On August 1st, 2022, I was diagnosed with a pheochromocytoma on my right adrenal gland. I am a 55-year-old male living in Queensland, Australia.
My pheo was quite active and found by pure luck. I went in for an ultrasound of my prostate for a totally unrelated issue.
I still remember asking the young girl doing the ultrasound “So what is that?” expecting her to say something like “Oh that’s your …”. But her more serious and cautious response was along the lines of “You will need to speak to your doctor…” So, my Pheo was found incidentally.
Then it was just a slow-mo whirlwind of waiting and tests.
The thing is the prior 18 months had been a medical quandary… From my party trick where a sip from a cup of tea left me sweating profusely to the unexpected diagnosis of Diabetes in April 2022, there have been several unexplained — now all mostly gone — medical issues.
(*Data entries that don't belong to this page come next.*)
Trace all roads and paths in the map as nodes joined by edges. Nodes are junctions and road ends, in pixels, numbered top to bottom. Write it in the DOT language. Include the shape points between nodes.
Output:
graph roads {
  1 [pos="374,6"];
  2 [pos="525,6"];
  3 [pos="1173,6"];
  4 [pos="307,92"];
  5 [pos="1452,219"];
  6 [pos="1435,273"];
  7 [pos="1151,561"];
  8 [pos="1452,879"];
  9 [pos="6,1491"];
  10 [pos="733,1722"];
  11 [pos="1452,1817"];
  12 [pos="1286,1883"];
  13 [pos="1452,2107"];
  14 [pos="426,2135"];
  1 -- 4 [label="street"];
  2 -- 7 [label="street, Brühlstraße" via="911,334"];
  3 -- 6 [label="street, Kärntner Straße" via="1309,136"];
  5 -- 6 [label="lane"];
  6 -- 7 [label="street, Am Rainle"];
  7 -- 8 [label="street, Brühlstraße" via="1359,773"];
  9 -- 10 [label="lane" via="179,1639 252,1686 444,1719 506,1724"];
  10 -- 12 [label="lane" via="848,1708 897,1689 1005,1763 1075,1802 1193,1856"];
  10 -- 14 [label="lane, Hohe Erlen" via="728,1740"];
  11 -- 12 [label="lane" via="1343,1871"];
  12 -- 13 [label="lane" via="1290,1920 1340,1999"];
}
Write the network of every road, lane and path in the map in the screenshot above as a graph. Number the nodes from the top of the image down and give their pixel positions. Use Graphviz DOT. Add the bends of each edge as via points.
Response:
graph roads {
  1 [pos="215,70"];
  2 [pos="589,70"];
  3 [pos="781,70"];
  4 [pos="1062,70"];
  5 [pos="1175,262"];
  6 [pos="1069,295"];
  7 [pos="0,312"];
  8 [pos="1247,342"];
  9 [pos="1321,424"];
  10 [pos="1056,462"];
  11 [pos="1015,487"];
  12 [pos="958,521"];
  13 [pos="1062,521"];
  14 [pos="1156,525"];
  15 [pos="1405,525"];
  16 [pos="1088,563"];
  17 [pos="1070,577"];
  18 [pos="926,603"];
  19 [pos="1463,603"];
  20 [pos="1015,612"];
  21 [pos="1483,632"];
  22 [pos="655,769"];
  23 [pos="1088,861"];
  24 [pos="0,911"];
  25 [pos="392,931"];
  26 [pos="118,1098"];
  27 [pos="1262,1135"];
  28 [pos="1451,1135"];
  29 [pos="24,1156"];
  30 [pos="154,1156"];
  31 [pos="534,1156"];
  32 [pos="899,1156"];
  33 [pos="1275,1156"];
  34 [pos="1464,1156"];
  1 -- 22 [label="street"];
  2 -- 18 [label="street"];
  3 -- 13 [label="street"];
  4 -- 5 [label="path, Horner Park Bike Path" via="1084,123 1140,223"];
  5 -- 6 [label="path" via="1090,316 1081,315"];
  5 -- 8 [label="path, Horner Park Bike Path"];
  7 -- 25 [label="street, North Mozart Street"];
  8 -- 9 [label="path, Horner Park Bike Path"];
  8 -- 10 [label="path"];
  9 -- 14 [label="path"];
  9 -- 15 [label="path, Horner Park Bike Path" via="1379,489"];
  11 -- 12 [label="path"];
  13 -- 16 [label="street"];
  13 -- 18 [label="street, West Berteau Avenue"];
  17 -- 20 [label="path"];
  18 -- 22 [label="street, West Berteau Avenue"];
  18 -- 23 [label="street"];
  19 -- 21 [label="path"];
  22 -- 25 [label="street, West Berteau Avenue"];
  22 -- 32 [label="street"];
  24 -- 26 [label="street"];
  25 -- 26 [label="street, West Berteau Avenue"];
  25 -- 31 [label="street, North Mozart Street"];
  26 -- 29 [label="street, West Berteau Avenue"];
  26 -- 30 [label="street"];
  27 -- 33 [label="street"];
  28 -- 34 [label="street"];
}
That was a surprise, to learn that I had a pheochromocytoma and how the tentacles had spread silently and invaded my life in so many ways.
September 14th, 2022, and the pheo was removed. Life changed and moved fast. My most powerful memory after surgery was realising my heart was not beating so firmly, I could not feel it and hear it “thumping”. I felt more Zen. I also had a few “unusual” issues in hospital (including a very large painful hematoma) but over a total of 9 days and I really don’t want to go back.
People who have never ridden the Pheochromocytoma Zebra in all its bareback glory have asked me “What has changed?”
I mean, I didn’t know. I was a medical Unicorn who can get nerdy doctors excited with a wave of my hand. So, over the last few years I had some odd – strange stuff – going on. Medical stuff. The head scratcher, crazy stupid stuff. From diabetes out of nowhere to unexplained heart palpitations, rare blood conditions and so on. One of those unrelated things resulted in an ultrasound in the “secret men’s business” zone…. Totally unrelated. August 1st 2022…
Fast forward: 14th September for pheochromocytoma removal via adrenalectomy. I joke about it. I would not wish what I know now on anyone. I can only explain how I felt and feel after … now.
You see, a person with a pheo has a different perception of what is “normal”.
Perhaps they don’t even realise it. Well, that has been my experience, post-surgery. Pheochromocytomas are hard to diagnose, and over 70% are diagnosed in autopsy. So if you have been diagnosed and had it removed, chances are they saved your life and your family have you to love them thanks to it being removed.
You would wish if they found a tumour it was just a plan old blob… not a grumpy and active pheochromocytoma!
So post-surgery. All the things I thought everyone had and were “just normal “… stopped. I can still recall the sensation of how “relaxed” should feel. My heart — I could not feel it beating wildly, I felt cooler, I felt happier. I felt more zen. A deep breath was actually quite Zen… It was as if, pre pheo eviction, my normal was 10x faster, from how I was thinking to how my body itself functioned. (Mostly) I was a sceptic pre surgery. I knew I needed the surgery, but I didn’t understand how urgent it was. I do now.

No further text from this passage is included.